ABSTRACT

The situation of 2000 corresponds to neither of these scenarios: while in the years 1992-93, Estonia and Latvia registered a ‘promising’ migration rate in the range of tens of thousands of Russians leaving the country each year, this outflow has turned into a trickle, irrelevant for the overall minority problem (Dunlop 1994). The fact that restrictive minority policies and limited rights have failed to produce a substantial emigration and the fact that no visible progress concerning the integration of Russian-speakers could be achieved has, together with pressure from the West and from Moscow, recently motivated the Baltic states to change their strategy. The counter-scenario, however, also failed to materialize: despite occasional protests and tense relations between the titular nation and the

russophones as well as between the Baltic states and Russia, much to the amazement of indigenous and foreign observers, cases of interethnic violence were very limited indeed. The Russian population’s attitude seems to be one of resignation. Collectively, they neither heed Moscow’s call for ethnic mobilization nor do they strive for integration in the new nation-states. (Smith 1998:7)

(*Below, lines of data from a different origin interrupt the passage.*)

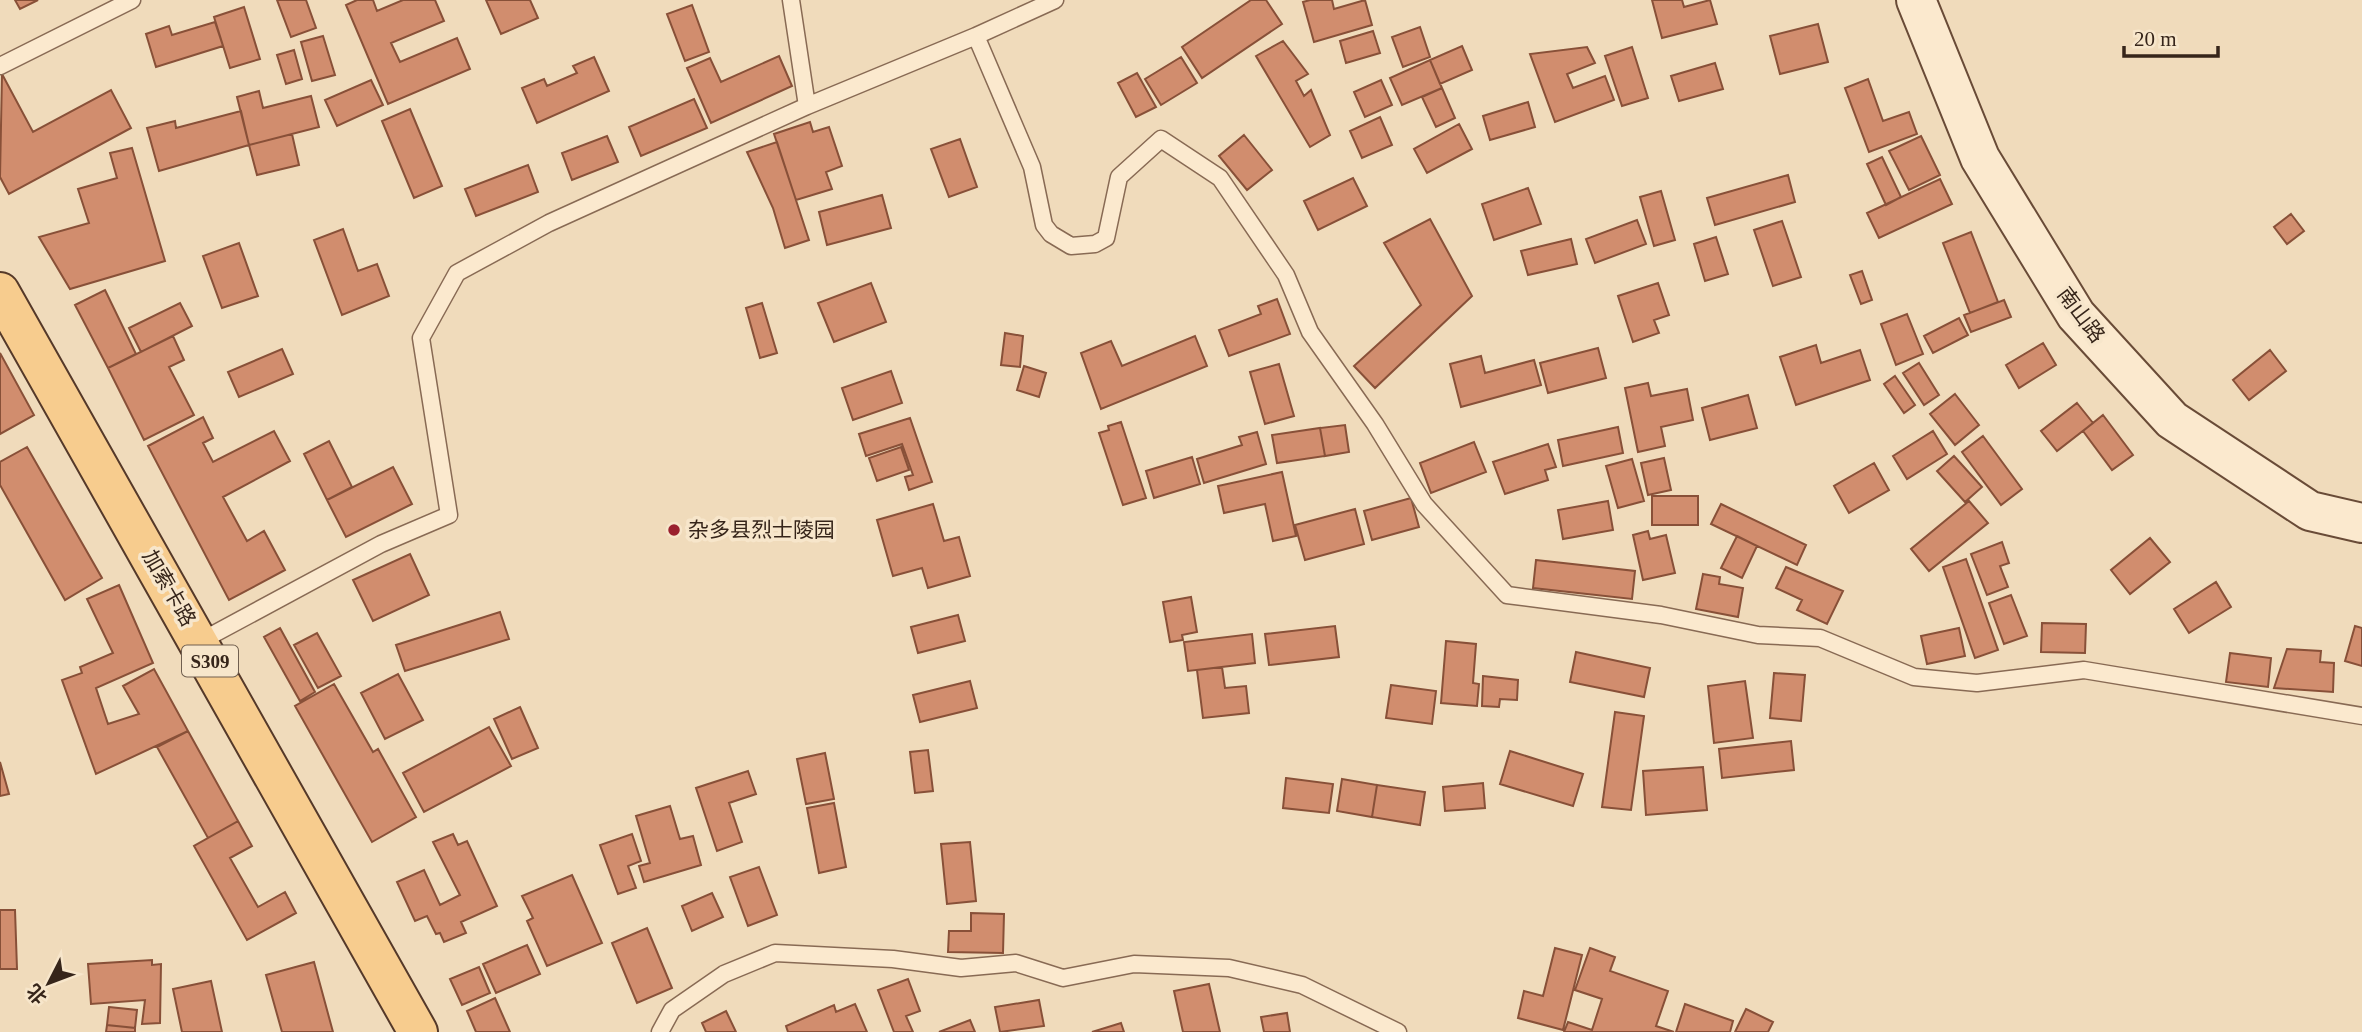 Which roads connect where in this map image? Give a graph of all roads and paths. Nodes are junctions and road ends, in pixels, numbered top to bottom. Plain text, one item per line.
1 (132, 0) edge
2 (791, 0) edge
3 (1055, 0) edge
4 (1916, 0) edge
5 (976, 36) junction
6 (0, 66) edge
7 (807, 106) junction
8 (0, 292) edge
9 (2362, 523) edge
10 (199, 642) junction
11 (2362, 716) edge
12 (1377, 1027) edge
13 (418, 1032) edge
14 (660, 1032) edge
15 (1398, 1032) edge

1 - 6 lane
2 - 7 lane
3 - 5 lane
4 - 9 street, 南山路
5 - 7 lane
5 - 11 lane
7 - 10 lane
8 - 10 main road, 加索卡路 / S309
10 - 13 main road, 加索卡路 / S309
12 - 14 lane
12 - 15 lane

Since this unstable equilibrium has consolidated into a lasting situation, the priorities and dilemmas of both minorities policy and ethnic studies have changed. The demographic changes have come to a halt, the legal framework has been generally completed, and any integration policies will produce substantial results only in the long run. In the new reality of this consolidation, neither the classical minority issues nor constructivist topics of identity-building are in the centre of ‘interethnic relations’.